AVAILABLE RECORDS section start

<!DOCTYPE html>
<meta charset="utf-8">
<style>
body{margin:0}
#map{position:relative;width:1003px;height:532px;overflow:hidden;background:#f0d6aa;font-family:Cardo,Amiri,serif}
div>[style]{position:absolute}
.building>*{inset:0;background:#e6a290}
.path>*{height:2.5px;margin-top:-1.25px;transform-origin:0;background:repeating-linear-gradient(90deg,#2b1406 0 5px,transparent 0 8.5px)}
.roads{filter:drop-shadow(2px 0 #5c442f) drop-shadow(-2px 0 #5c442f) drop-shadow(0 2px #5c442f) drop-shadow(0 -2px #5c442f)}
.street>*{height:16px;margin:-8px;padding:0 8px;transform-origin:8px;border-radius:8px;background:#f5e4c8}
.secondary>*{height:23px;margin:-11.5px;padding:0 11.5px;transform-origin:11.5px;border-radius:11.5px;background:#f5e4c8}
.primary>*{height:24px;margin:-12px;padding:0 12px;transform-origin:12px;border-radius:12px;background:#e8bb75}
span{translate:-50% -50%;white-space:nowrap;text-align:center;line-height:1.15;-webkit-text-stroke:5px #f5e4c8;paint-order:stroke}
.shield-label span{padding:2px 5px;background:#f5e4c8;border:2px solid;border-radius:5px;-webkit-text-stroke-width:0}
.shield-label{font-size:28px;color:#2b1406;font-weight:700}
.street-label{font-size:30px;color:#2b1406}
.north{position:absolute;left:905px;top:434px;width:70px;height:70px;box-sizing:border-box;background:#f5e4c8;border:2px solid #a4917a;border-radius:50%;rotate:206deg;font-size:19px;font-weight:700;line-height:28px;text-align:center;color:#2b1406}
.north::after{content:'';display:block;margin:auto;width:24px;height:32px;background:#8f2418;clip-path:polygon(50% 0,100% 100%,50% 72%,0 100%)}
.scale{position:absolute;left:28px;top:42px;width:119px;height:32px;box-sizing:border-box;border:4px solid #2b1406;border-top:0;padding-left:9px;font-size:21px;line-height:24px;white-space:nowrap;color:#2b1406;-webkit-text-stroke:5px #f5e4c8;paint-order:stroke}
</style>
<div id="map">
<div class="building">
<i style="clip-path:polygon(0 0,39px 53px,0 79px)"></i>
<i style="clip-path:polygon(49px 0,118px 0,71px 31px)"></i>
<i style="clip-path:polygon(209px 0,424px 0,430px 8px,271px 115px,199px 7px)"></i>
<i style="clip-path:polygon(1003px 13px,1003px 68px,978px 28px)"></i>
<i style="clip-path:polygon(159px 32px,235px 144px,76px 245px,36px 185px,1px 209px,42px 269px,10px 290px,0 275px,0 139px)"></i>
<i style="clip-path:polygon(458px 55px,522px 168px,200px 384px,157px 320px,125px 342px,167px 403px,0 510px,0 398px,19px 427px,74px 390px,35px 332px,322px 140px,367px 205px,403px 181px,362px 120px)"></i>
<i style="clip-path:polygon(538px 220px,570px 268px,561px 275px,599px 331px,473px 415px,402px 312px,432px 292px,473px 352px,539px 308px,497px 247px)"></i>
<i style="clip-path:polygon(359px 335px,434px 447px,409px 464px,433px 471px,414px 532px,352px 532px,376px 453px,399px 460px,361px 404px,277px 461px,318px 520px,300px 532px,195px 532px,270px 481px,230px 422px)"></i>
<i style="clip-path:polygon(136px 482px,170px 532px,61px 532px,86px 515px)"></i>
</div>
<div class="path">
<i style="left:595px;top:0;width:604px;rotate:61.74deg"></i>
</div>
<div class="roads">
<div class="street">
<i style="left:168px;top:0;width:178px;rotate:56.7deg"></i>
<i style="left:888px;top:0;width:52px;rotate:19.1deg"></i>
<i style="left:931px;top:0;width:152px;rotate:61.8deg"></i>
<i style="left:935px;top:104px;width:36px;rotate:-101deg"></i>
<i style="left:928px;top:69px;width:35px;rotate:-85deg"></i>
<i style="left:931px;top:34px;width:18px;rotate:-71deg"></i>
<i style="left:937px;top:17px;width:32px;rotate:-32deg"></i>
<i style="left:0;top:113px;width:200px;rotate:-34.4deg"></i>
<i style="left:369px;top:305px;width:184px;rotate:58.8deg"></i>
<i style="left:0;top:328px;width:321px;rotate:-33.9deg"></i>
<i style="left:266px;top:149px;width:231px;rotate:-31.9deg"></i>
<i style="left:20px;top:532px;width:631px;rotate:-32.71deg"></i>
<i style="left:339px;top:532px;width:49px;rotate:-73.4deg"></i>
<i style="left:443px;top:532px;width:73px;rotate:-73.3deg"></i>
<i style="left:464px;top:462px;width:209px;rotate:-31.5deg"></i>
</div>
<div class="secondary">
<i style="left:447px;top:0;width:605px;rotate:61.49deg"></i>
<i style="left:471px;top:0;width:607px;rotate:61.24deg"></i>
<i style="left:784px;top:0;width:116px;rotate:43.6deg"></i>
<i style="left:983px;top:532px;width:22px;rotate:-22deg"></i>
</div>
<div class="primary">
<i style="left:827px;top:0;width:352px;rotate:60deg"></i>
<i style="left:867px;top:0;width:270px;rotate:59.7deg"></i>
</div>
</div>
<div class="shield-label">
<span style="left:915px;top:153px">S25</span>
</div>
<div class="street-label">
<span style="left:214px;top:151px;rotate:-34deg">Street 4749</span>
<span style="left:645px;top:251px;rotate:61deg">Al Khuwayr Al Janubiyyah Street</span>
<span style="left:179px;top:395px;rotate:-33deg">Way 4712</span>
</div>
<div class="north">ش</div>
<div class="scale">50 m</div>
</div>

AVAILABLE RECORDS section end

--- PROBLEM TO SOLVE ---
Each line from the first line of the listing through the line with "0 #5c442f) drop-shadow(-2px" must be output exactly, both ends included, and no other line may appear.

--- RESPONSE AREA ---
<!DOCTYPE html>
<meta charset="utf-8">
<style>
body{margin:0}
#map{position:relative;width:1003px;height:532px;overflow:hidden;background:#f0d6aa;font-family:Cardo,Amiri,serif}
div>[style]{position:absolute}
.building>*{inset:0;background:#e6a290}
.path>*{height:2.5px;margin-top:-1.25px;transform-origin:0;background:repeating-linear-gradient(90deg,#2b1406 0 5px,transparent 0 8.5px)}
.roads{filter:drop-shadow(2px 0 #5c442f) drop-shadow(-2px 0 #5c442f) drop-shadow(0 2px #5c442f) drop-shadow(0 -2px #5c442f)}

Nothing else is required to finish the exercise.